# Aim of the exercise
Images in the data are to be skipped, while every line is restated exactly as written.

# Listed entries
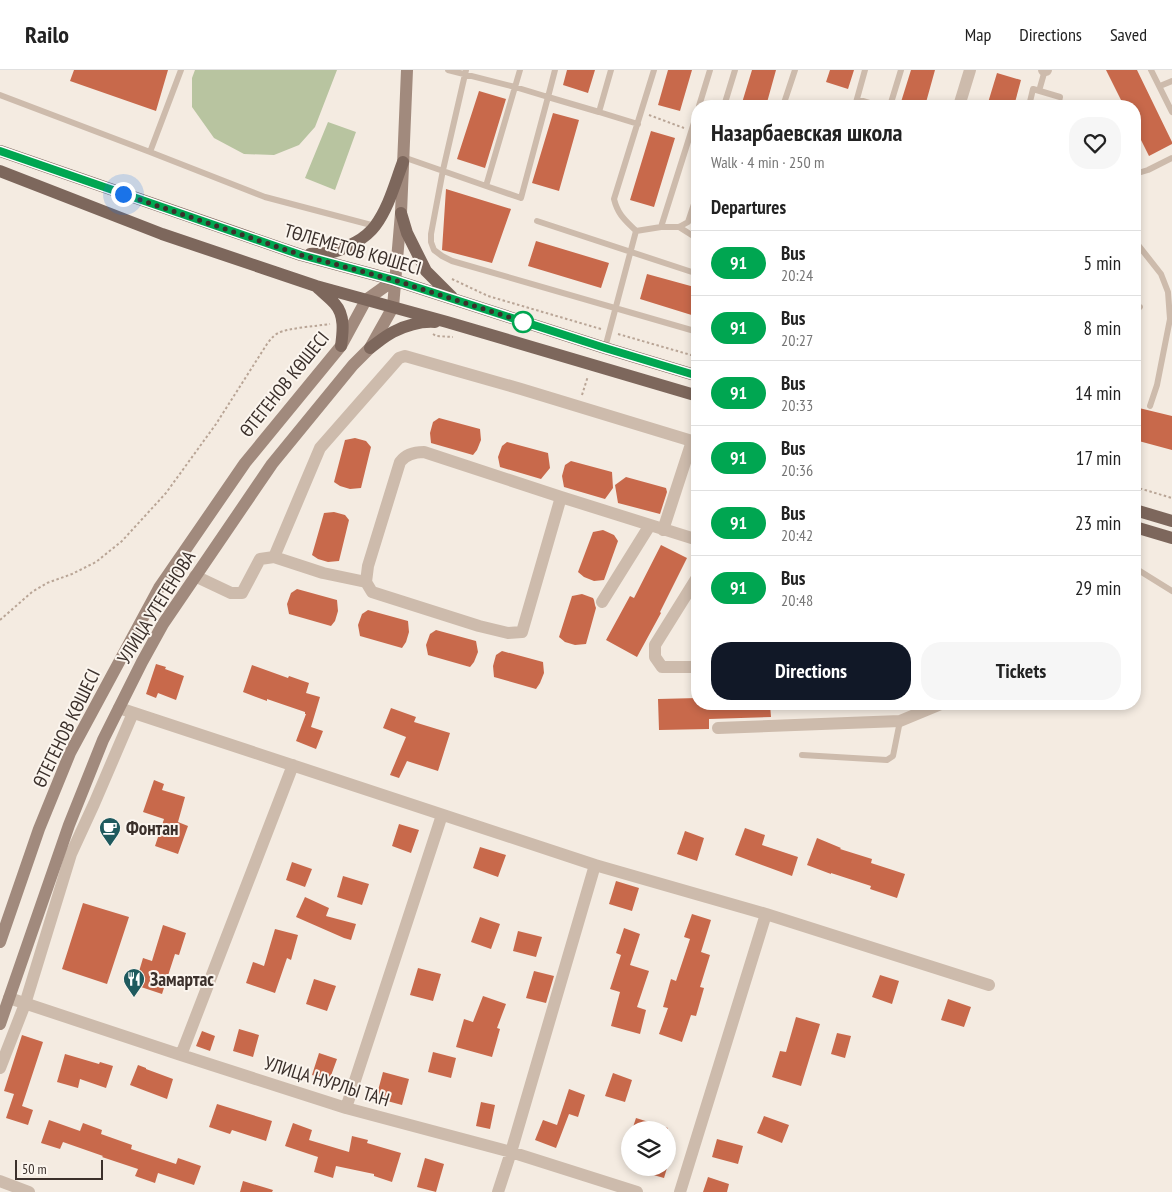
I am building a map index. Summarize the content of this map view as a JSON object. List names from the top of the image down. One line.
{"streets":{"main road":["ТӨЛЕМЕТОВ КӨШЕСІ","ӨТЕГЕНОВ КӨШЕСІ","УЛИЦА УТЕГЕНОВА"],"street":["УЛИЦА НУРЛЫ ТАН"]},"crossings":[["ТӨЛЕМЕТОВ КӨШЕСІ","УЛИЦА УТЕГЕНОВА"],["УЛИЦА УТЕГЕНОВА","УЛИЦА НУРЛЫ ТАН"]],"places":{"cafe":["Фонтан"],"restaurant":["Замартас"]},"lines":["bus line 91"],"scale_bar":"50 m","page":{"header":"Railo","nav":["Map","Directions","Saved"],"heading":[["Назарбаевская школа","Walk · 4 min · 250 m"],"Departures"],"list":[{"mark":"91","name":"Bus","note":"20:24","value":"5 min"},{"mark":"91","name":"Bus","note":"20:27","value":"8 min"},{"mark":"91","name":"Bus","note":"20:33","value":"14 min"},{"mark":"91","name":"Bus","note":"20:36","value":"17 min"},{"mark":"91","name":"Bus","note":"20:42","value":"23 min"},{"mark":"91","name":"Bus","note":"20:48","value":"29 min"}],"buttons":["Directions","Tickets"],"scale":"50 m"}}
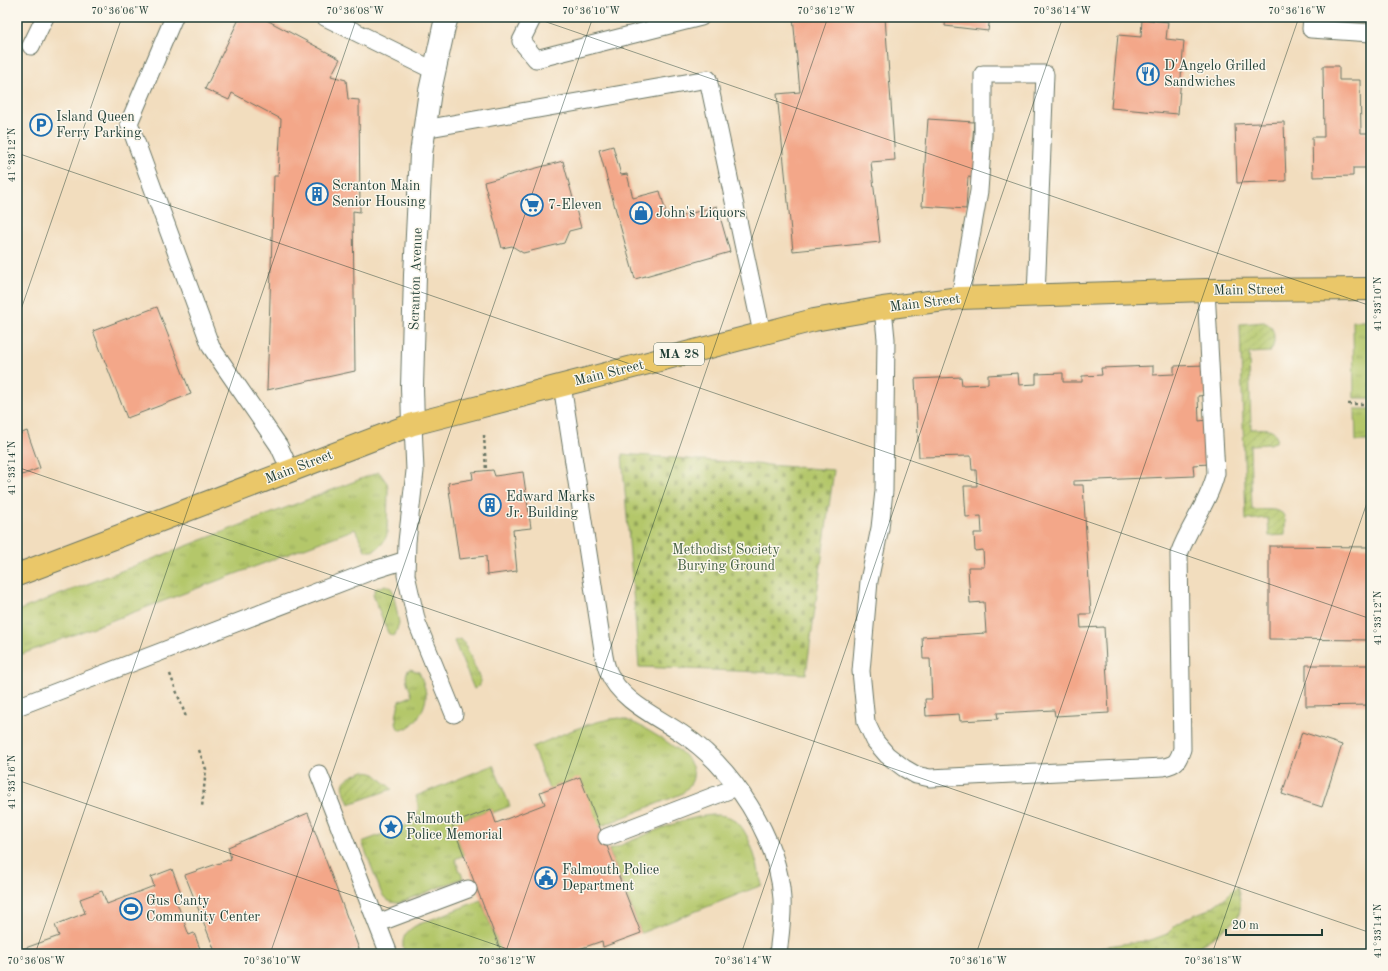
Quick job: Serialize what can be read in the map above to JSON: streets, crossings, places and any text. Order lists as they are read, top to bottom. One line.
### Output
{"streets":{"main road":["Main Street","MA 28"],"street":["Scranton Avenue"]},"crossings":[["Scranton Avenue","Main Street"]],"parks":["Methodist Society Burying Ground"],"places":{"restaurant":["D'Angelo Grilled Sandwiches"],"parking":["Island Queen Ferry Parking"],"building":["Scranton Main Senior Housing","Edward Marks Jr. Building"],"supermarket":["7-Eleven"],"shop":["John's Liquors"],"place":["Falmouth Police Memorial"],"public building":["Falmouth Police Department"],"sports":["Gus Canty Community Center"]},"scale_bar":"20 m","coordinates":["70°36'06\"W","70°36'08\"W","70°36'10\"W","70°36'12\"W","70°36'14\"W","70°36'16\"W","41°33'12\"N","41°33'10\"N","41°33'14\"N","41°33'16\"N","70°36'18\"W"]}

# Answer space
I am building a map index. Summarize the content of this map view as a JSON object. List names from the top of the image down. One line.
{"streets":{"main road":["ТӨЛЕМЕТОВ КӨШЕСІ","ӨТЕГЕНОВ КӨШЕСІ","УЛИЦА УТЕГЕНОВА"],"street":["УЛИЦА НУРЛЫ ТАН"]},"crossings":[["ТӨЛЕМЕТОВ КӨШЕСІ","УЛИЦА УТЕГЕНОВА"],["УЛИЦА УТЕГЕНОВА","УЛИЦА НУРЛЫ ТАН"]],"places":{"cafe":["Фонтан"],"restaurant":["Замартас"]},"lines":["bus line 91"],"scale_bar":"50 m","page":{"header":"Railo","nav":["Map","Directions","Saved"],"heading":[["Назарбаевская школа","Walk · 4 min · 250 m"],"Departures"],"list":[{"mark":"91","name":"Bus","note":"20:24","value":"5 min"},{"mark":"91","name":"Bus","note":"20:27","value":"8 min"},{"mark":"91","name":"Bus","note":"20:33","value":"14 min"},{"mark":"91","name":"Bus","note":"20:36","value":"17 min"},{"mark":"91","name":"Bus","note":"20:42","value":"23 min"},{"mark":"91","name":"Bus","note":"20:48","value":"29 min"}],"buttons":["Directions","Tickets"],"scale":"50 m"}}
Quick job: Serialize what can be read in the map above to JSON: streets, crossings, places and any text. Order lists as they are read, top to bottom. One line.
### Output
{"streets":{"main road":["Main Street","MA 28"],"street":["Scranton Avenue"]},"crossings":[["Scranton Avenue","Main Street"]],"parks":["Methodist Society Burying Ground"],"places":{"restaurant":["D'Angelo Grilled Sandwiches"],"parking":["Island Queen Ferry Parking"],"building":["Scranton Main Senior Housing","Edward Marks Jr. Building"],"supermarket":["7-Eleven"],"shop":["John's Liquors"],"place":["Falmouth Police Memorial"],"public building":["Falmouth Police Department"],"sports":["Gus Canty Community Center"]},"scale_bar":"20 m","coordinates":["70°36'06\"W","70°36'08\"W","70°36'10\"W","70°36'12\"W","70°36'14\"W","70°36'16\"W","41°33'12\"N","41°33'10\"N","41°33'14\"N","41°33'16\"N","70°36'18\"W"]}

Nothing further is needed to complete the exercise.